(Saved data entries)
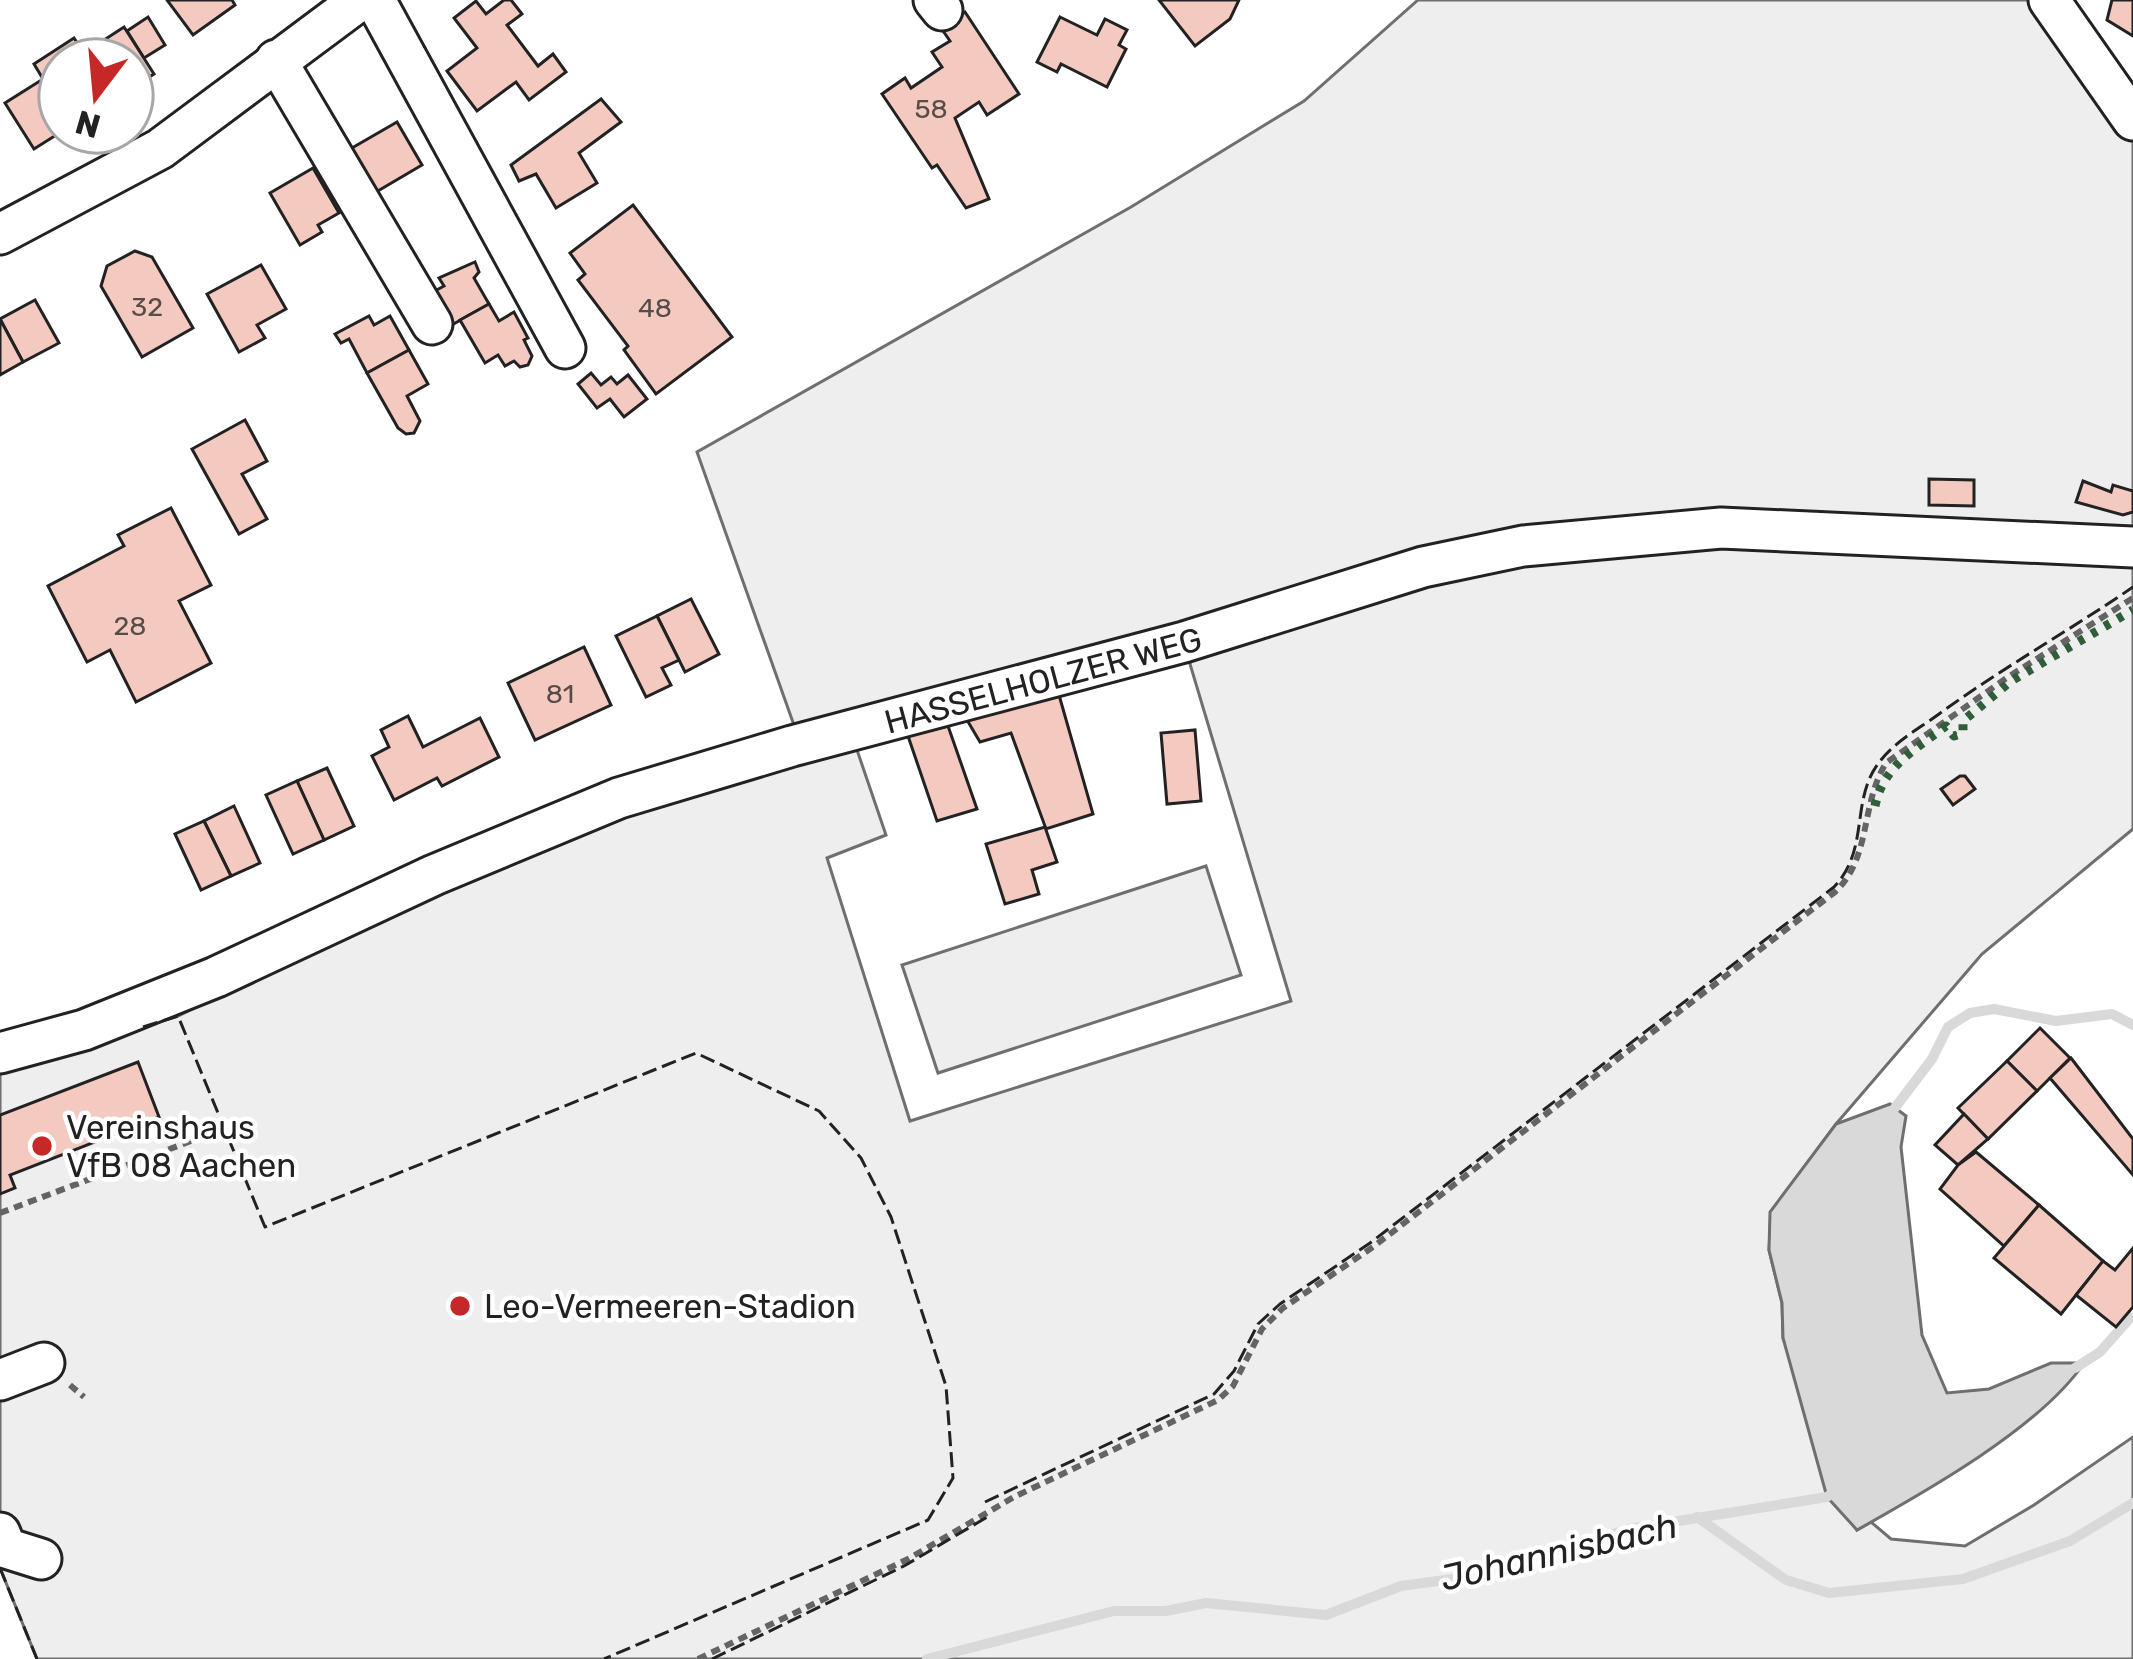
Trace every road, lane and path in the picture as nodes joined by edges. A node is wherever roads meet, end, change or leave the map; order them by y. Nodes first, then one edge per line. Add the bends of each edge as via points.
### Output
1 (360, 0) edge
2 (374, 0) edge
3 (2049, 0) edge
4 (318, 12) edge
5 (276, 60) junction
6 (2133, 120) edge
7 (0, 234) edge
8 (432, 324) dead end
9 (565, 348) dead end
10 (2133, 548) edge
11 (2133, 598) edge
12 (0, 1053) edge
13 (191, 1141) dead end
14 (0, 1213) edge
15 (44, 1363) dead end
16 (0, 1380) edge
17 (0, 1533) edge
18 (41, 1559) dead end
19 (698, 1659) edge

1 - 4 street
2 - 9 street
3 - 6 street
4 - 5 street
5 - 7 street via 160,149
5 - 8 street
10 - 12 street, HASSELHOLZER WEG via 1721,528 1523,546 1423,567 1184,642 619,798 215,977 84,1030
11 - 19 path via 1886,763 1850,878 1283,1308 1218,1400
13 - 14 path
15 - 16 street
17 - 18 street via 6,1548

TRY IT: Output the records exactly. Drop the images.

ANSWER SPACE:
Trace every road, lane and path in the picture as nodes joined by edges. A node is wherever roads meet, end, change or leave the map; order them by y. Nodes first, then one edge per line. Add the bends of each edge as via points.
### Output
1 (360, 0) edge
2 (374, 0) edge
3 (2049, 0) edge
4 (318, 12) edge
5 (276, 60) junction
6 (2133, 120) edge
7 (0, 234) edge
8 (432, 324) dead end
9 (565, 348) dead end
10 (2133, 548) edge
11 (2133, 598) edge
12 (0, 1053) edge
13 (191, 1141) dead end
14 (0, 1213) edge
15 (44, 1363) dead end
16 (0, 1380) edge
17 (0, 1533) edge
18 (41, 1559) dead end
19 (698, 1659) edge

1 - 4 street
2 - 9 street
3 - 6 street
4 - 5 street
5 - 7 street via 160,149
5 - 8 street
10 - 12 street, HASSELHOLZER WEG via 1721,528 1523,546 1423,567 1184,642 619,798 215,977 84,1030
11 - 19 path via 1886,763 1850,878 1283,1308 1218,1400
13 - 14 path
15 - 16 street
17 - 18 street via 6,1548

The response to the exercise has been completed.